Die Reichstagswahl 1907 war die Wahl zum 12. Deutschen Reichstag. Sie fand am 25. Januar 1907 statt und wurde von den Zeitgenossen auch als „Hottentotten-Wahl“ oder „Hottentottenwahlen“ bezeichnet.

Inhaltsverzeichnis

Vorgeschichte der „Hottentottenwahl“

Die Wahl wurde als Hottentottenwahl bezeichnet, weil ihre Ursache und der Wahlkampf durch den Hererokrieg (vor allem aber durch den Namakrieg) im Schutzgebiet Deutsch-Südwestafrika bestimmt waren. Durch den anhaltenden und mit hohen Kosten verbundenen Kolonialkrieg kam es in Deutschland zu einer politischen Krise, nachdem die deutsche Regierung am 2. August 1906 im Reichstag einen Nachtragshaushalt in Höhe von 29 Millionen Mark für den Krieg in Deutsch-Südwestafrika beantragt hatte. Vor allem die Sozialdemokratische Partei Deutschlands (SPD) weigerte sich angesichts rücksichtsloser Kriegsführung mit zahlreichen Opfern unter den geschätzten 20.000 Nama (der Ausdruck „Hottentotten“ wird heute als abwertend gesehen), weiteren Geldern zuzustimmen. Zunächst hatte die Reichsleitung versucht, den Konflikt durch ein gewisses Entgegenkommen beizulegen. Vor allem der Zentrumsabgeordnete Matthias Erzberger verschärfte durch aggressive Rhetorik im Parlament die Situation. Dies führte dazu, dass auch die Zentrumsfraktion teilweise gegen ihren Willen den Nachtragshaushalt ablehnte. Dagegen traten Konservative und Nationalliberale vehement für die Weiterführung des Kolonialkrieges ein. Die Abstimmung am 13. Dezember ergab eine knappe Mehrheit von 177 zu 168 gegen den Nachtragshaushalt.
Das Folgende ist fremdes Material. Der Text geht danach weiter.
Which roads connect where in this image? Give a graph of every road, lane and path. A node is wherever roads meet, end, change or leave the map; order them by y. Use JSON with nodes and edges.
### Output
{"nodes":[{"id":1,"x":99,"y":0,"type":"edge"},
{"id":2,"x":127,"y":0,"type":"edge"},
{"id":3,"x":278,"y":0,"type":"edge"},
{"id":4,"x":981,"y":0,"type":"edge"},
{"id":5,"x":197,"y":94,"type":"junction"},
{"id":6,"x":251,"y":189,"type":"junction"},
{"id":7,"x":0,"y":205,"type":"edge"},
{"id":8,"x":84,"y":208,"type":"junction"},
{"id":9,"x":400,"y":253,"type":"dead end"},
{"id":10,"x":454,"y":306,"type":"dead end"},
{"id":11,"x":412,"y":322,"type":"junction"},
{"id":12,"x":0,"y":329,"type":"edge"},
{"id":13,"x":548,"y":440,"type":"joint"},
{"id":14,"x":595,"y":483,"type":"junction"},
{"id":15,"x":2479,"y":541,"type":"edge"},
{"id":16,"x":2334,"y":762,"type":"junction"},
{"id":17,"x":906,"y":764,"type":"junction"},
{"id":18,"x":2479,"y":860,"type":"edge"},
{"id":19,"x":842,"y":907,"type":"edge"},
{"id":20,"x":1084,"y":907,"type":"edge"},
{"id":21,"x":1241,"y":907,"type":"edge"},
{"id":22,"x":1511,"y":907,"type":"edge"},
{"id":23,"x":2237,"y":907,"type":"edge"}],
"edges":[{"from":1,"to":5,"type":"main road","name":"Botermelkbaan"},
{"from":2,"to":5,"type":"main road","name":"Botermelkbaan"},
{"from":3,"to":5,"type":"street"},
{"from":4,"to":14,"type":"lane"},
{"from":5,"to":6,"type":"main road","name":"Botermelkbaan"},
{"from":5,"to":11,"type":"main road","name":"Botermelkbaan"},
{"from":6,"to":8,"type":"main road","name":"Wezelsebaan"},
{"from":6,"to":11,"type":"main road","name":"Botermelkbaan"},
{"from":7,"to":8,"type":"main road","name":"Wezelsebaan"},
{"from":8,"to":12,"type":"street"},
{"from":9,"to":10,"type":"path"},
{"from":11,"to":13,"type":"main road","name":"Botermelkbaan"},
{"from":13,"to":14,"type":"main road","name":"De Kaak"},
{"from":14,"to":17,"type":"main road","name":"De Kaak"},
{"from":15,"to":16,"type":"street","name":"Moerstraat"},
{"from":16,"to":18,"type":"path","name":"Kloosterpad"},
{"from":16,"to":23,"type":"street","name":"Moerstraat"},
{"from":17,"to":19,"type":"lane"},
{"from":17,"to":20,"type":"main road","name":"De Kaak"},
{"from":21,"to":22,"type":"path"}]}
Noch am selben Tag ließ Reichskanzler Bernhard Fürst von Bülow auf Verordnung Wilhelm II. – der auch inhaltlich diesen Schritt befürwortete – den Reichstag auflösen. Ein Grund für die Auflösung angesichts einer nicht sehr bedeutenden Sachfrage war, dass nicht nur beim Kaiser, sondern auch in weiten Teilen der Bürokratie die Vorbehalte gegen die bisherige starke Stellung des Zentrums immer größer geworden waren. Bülow, der diese Position nicht teilte und sich gern weiter auf das Zentrum gestützt hätte, gab nach. Er hoffte, seine angeschlagene Vertrauensposition beim Kaiser durch den Versuch, eine neue politische Regierungsmehrheit zu etablieren, wiederherzustellen. Nach Lage der Dinge kam dazu nur eine Wiederauflage der Zusammenarbeit mit den ehemaligen Kartellparteien aus Konservativen und Nationalliberalen erweitert um die Linksliberalen in Frage. Nach dem Tod von Eugen Richter im Jahr zuvor hatte sich schon seit längerem eine Bereitschaft der Linksliberalen abgezeichnet, die Regierung zu stützen. Dieses Bündnis kam tatsächlich zustande und wird allgemein als Bülow-Block bezeichnet. Nicht zuletzt durch Vermittlung der Regierung kam es zu Wahlabsprachen zwischen den beteiligten Parteien für die mittlerweile üblich gewordenen Stichwahlen.

Im Vorfeld der nun anstehenden Wahlen war es vor allem die Regierung selber, die mit ihrer Propagierung einer in „nationalen Fragen“ zuverlässigen Mehrheit und des Kampfes gegen die Sozialdemokratie, die als Feind der Monarchie, von Religion und Eigentum bekämpft wurde, sowie die national unzuverlässige Zentrumspartei den Ton angab. Ziel war es, die Kartellparteien und die Linksliberalen zu einem national gesinnten, antisozialistischen und antiklerikalen Block zusammenzuschließen. Unterstützt wurde dies durch einen neu gegründeten Reichsverband gegen die Sozialdemokratie.

Wahlausgang

Die Wahlbeteiligung lag bei fast 85 %. Sie war damit die höchste aller Reichstagswahlen bis zu diesem Zeitpunkt. Nur bei der folgenden Reichstagswahl 1912 gab es etwa dieselbe Beteiligung.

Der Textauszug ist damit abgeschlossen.